The Penobscot Energy Recovery Co. plant will close from April 5 to April 25, Plant Manager Henry Lang said Tuesday. During that time, the plant will be able to store some of the waste it receives on its tipping floor and in its reclaim areas, but much of it will go instead to the Juniper Ridge Landfill in Old Town after those areas in the plant fill up, Lang said.
PERC has taken in most of the Bangor area’s waste since last summer after the Coastal Resources of Maine plant in Hampden closed.
PERC’s shutdown for maintenance has been anticipated since November, Lang said. During the shutdown, Versant Power will work on the 50-year-old power line, through which the plant receives its power to operate and sends the power it produces into the electric grid.
The turbine maintenance, which Lang described as a “major overhaul,” is also fairly routine, and generally occurs every seven or eight years. Lang said he expects the plant will be back up and running on April 26.

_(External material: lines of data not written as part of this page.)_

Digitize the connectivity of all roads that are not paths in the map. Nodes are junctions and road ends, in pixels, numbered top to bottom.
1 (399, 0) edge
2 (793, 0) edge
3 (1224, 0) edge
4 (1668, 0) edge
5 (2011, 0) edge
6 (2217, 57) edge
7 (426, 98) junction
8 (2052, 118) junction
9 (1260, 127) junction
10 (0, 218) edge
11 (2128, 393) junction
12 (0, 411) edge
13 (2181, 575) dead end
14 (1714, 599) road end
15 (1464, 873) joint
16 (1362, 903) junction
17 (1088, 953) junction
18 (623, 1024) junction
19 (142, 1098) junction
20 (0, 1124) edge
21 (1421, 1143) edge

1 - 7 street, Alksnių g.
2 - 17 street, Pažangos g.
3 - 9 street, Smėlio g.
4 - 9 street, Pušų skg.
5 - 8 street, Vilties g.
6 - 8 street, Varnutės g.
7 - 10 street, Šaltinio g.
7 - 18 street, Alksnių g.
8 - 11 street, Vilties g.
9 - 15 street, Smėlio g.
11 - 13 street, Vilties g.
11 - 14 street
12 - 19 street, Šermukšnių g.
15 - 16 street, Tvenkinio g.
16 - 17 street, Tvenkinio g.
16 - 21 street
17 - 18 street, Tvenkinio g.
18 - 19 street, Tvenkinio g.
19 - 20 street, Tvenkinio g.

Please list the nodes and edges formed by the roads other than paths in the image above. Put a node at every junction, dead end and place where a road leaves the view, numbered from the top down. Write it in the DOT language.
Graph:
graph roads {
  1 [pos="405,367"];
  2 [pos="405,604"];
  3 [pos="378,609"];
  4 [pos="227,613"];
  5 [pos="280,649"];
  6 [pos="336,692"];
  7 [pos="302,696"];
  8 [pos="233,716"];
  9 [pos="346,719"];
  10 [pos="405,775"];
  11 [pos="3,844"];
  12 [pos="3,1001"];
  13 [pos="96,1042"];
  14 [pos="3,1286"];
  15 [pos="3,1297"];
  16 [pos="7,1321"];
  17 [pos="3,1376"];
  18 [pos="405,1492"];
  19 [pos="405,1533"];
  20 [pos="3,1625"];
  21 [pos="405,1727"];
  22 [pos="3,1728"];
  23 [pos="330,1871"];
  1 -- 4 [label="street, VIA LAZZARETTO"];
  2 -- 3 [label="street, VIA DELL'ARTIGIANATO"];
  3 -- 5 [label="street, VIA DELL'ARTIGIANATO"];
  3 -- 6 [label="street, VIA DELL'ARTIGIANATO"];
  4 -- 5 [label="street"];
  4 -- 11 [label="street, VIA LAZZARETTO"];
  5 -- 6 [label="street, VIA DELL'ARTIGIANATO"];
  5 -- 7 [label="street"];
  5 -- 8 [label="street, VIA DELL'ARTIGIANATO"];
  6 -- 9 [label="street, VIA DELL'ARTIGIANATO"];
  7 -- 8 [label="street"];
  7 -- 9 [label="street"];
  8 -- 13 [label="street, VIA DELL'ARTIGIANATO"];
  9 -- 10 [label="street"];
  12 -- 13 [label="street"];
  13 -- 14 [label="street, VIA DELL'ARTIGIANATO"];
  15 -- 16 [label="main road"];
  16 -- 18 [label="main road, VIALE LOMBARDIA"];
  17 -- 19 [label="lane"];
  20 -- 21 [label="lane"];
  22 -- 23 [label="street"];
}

“We can get a boiler warmed up, get the turbine back online, and start consuming material,” Lang said.
PERC takes in about 11,000 to 12,000 tons of waste a month, though it has seen the amount of municipal waste it receives temporarily drop in recent weeks, Lang said.
The temporary shutdown comes as the organization that represents the 115 towns and cities that were sending their waste to the plant in Hampden, the Municipal Review Committee, has been negotiating with a prospective buyer, the Pennsylvania-based Delta Thermo Energy.
Negotiations with Delta Thermo Energy are ongoing, Municipal Review Committee Executive Director Michael Carroll said Tuesday. He did not provide a potential reopening date.
While the Hampden plant’s reopening would translate into less municipal waste for PERC, Lang said PERC is ready to work with its potential competitor across the Penobscot River.
“We certainly have hope that we will be working with the MRC,” Lang said, “and that everybody will make this waste system work.”